Whether they are used for medicine, inspiration or pure pleasure, the world's use of mind-altering drugs is charted in a new exhibition that opened in London.
Without exercising any moral judgment, "High Society" at the Wellcome Trust relates how every society has its own favourite drug, from cannabis, opium and magic mushrooms through to the legal highs of coffee and alcohol.
In manuscripts and texts, the exhibition highlights the writers who used drugs as an inspiration, including Samuel Taylor Coleridge who wrote the poem "Kubla Khan" after an opium dream, and Charles Baudelaire, who related his experiences of hashish and opium in "Les Paradis Artificiels".

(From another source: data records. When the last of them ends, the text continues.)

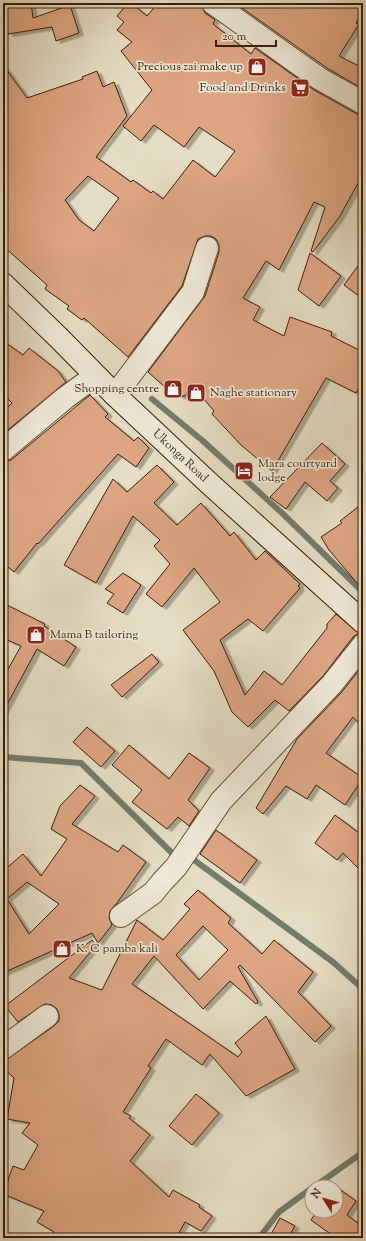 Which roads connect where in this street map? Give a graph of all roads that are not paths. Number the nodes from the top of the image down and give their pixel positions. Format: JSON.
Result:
{"nodes":[{"id":1,"x":213,"y":3,"type":"edge"},
{"id":2,"x":363,"y":102,"type":"edge"},
{"id":3,"x":207,"y":248,"type":"dead end"},
{"id":4,"x":3,"y":284,"type":"edge"},
{"id":5,"x":95,"y":376,"type":"junction"},
{"id":6,"x":115,"y":395,"type":"junction"},
{"id":7,"x":3,"y":450,"type":"edge"},
{"id":8,"x":363,"y":622,"type":"edge"},
{"id":9,"x":363,"y":645,"type":"edge"},
{"id":10,"x":121,"y":916,"type":"dead end"},
{"id":11,"x":47,"y":1016,"type":"dead end"},
{"id":12,"x":3,"y":1048,"type":"edge"}],
"edges":[{"from":1,"to":2,"type":"street"},
{"from":3,"to":6,"type":"street"},
{"from":4,"to":5,"type":"street","name":"Ukonga Road"},
{"from":5,"to":6,"type":"street","name":"Ukonga Road"},
{"from":5,"to":7,"type":"street"},
{"from":6,"to":8,"type":"street","name":"Ukonga Road"},
{"from":9,"to":10,"type":"street"},
{"from":11,"to":12,"type":"street"}]}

But it also charts the damaging effects of the drugs and in particular the often violent drugs trade, and highlights how the opium business contributed in large part to the rise of the British Empire.
In addition, "High Society" details some surprising research into the impact of drugs, including a NASA experiment on spiders which found that caffeine, more than any other drug, caused them to spin crazy webs.
More than 200 exhibits are on show from tobacco pipes to injecting kits, hookah pipes and the cutters used on betel nuts (which are chewed as a mild stimulant), charting drug usage through the ages.
While many drugs whether hallucinogenic, stimulant or sedative are still used in indigenous populations, the use of cocaine and opium-derived substances are subject to widespread prohibition.
In the early 20th century, it was common practice in many Western cultures to treat a coughing child with heroin syrup or give asthma sufferers cigarettes made of cannabis, but the tide began to change in the 1920s.
Fears over the health problems caused by drugs grew and by 1961, a United Nations convention on narcotic drugs led to their widespread criminalisation.